Description
In recent years, an increasing number of separation walls have been built around the world. Walls built in urban areas are particularly striking in that they have exacted a heavy toll in terms of human suffering. As territorialising devices, walls can be protective, but the protection they grant is never straightforward. This collection invites inquiry into the complexities of the social life of walls, observing urban spaces as veritable laboratories of wall-making – places where their consequences become most visible. A study of the relationship between walls and politics, the cultural meaning of walls and their visibility, whether as barriers or as legible – sometimes spectacular – surfaces, and their importance for social processes, Urban Walls shows how walls extend into media spaces, thus drawing a multidimensional geography of separation, connection, control and resistance. As such, the collection will appeal to scholars of sociology, anthropology, geography, architecture and politics with interests in urban studies and social theory.
Table of Contents
List of Contributors
Introduction: The Life of Walls – In Urban, Spatial and Political Theory (Andrea Mubi Brighenti and Mattias Kärrholm)

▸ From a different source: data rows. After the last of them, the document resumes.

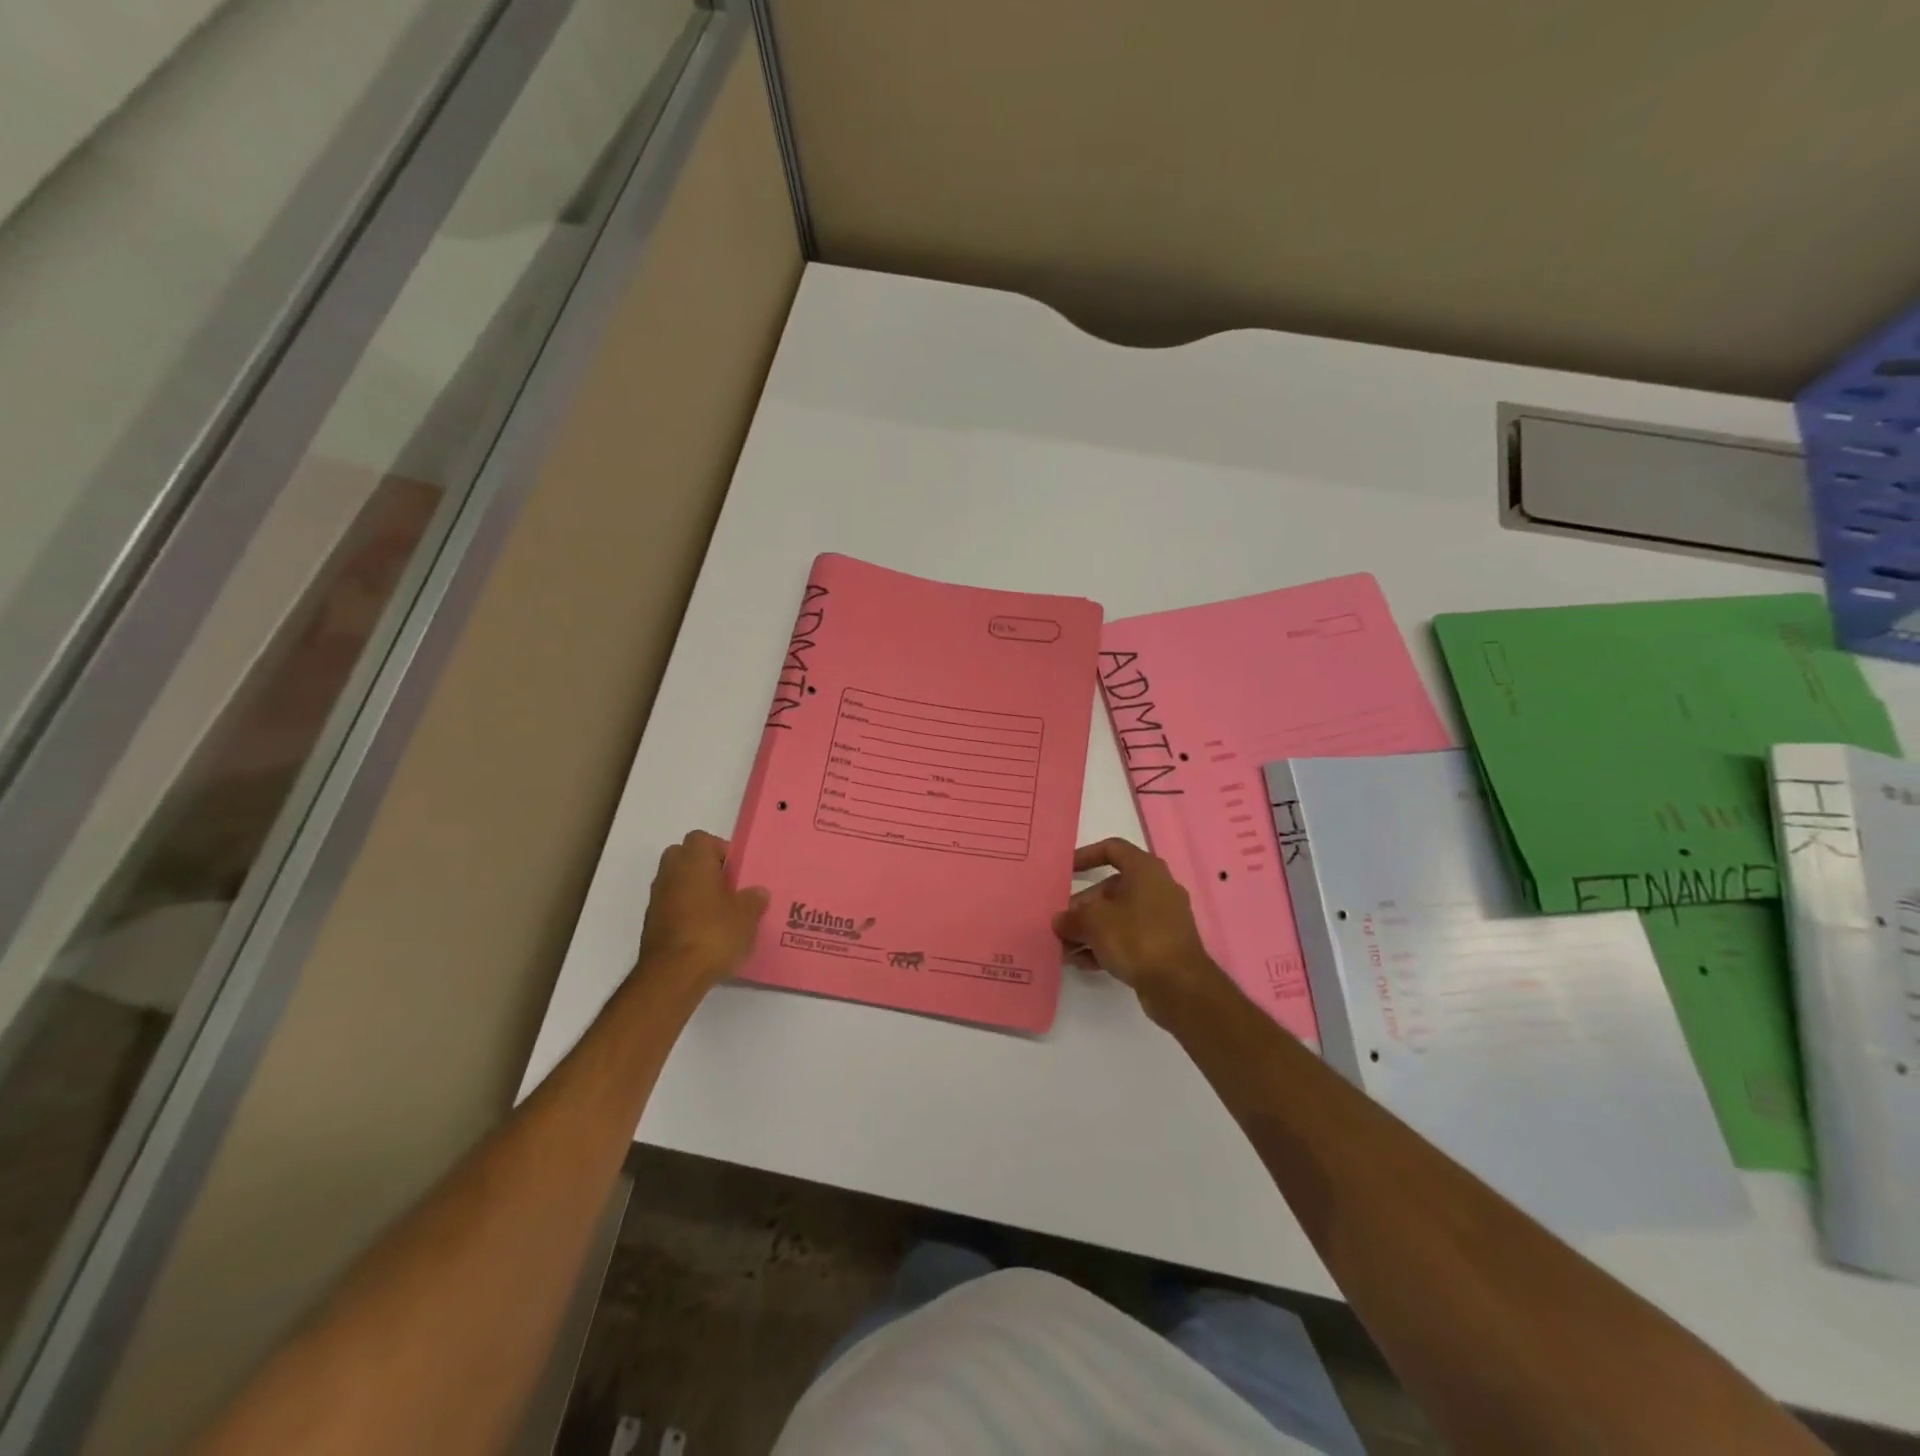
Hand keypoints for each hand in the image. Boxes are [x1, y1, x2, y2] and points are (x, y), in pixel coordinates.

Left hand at [637, 831, 768, 992]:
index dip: (721, 851)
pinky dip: (685, 913)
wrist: (673, 975)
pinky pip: (671, 907)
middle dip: (704, 869)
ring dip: (694, 892)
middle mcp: (670, 873)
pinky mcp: (651, 924)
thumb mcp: (747, 915)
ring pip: (677, 882)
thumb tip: (757, 892)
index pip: (702, 839)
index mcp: (693, 861)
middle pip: (685, 857)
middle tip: (727, 887)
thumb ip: (754, 899)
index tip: (737, 871)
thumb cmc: (714, 933)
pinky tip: (705, 933)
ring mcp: (656, 899)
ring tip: (719, 913)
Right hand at [1053, 838, 1223, 1020]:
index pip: (1112, 849)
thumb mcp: (1094, 923)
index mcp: (1145, 869)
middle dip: (1082, 906)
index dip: (1085, 856)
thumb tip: (1060, 921)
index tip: (1064, 871)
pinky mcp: (1163, 945)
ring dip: (1090, 930)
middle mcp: (1157, 888)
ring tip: (1065, 948)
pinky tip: (1083, 962)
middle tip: (1061, 923)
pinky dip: (1107, 945)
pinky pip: (1129, 937)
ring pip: (1118, 916)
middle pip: (1111, 889)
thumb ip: (1071, 918)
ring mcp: (1162, 918)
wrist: (1180, 985)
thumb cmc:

1. On Walls in the Open City (Alison Young)
2. Dismantling Belfast Peace Walls: New material arrangements for improving community relations (Florine Ballif)
3. Walling Through Seas: The Indian Ocean, Australian border security, and the political present (Peter Chambers)
4. Walls, walling and the immunitarian imperative (Claudio Minca and Alexandra Rijke)
5. Screening Brazil: Footnotes on a Wall (Pedro Victor Brandão and Andrea Pavoni)
6. Warsaw Afterimages: Of Walls and Memories (Ella Chmielewska)
7. Wall Terrains. Architecture, body culture and parkour (Emma Nilsson)
8. Gating housing in Sweden: Walling in the privileged, walling out the public (Karin Grundström)
9. The Right to the City Is the Right to the Surface: A Case for a Surface Commons (in 8 Arguments, 34 Images and some Legal Provisions) (Sabina Andron)
10. The Multiple Walls of Graffiti Removal. Maintenance and Urban Assemblage in Paris (Jérôme Denis and David Pontille)
11. Walls as Fleeting Surfaces. From Bricks to Pixels, Trains to Instagram (Lachlan MacDowall)
Index
Reviews
"Walls and cities have long been partners, but their relationship has been understudied. This creative and important collection takes the social and political work of the urban wall seriously. Rather than a self-evident object, the wall becomes lively, talkative, mobile, and ambivalent, dividing yet also connecting. A valuable and original contribution."
Nicholas Blomley, Professor, Geography, Simon Fraser University, Vancouver.
"It is a remarkable feat for an edited volume to read as cohesively and with such strong focus as Urban Walls. The walls included here (violent walls, but also vulnerable ones; aquatic, immunising, yet totally exposed and medialised walls; affective and playful, immaterial and palimpsestic walls) are marked by the wounds of history, geography and politics that surround them but also that are generated by them. These walls feel as material and fleshy as if we were placing our hand on their surface."
Andreas Philippopoulos-Mihalopoulos, Professor, Law & Theory, University of Westminster, London.
"An instructive and compelling examination of walls in their multiple present forms. The emphasis on the material and vertical puts this at the heart of contemporary debates. Historically situated, richly illustrated, and with a view to wider themes as much as empirical detail, this is an important contribution to politics, geography and urban studies."
Stuart Elden, Professor of Political Theory and Geography, University of Warwick.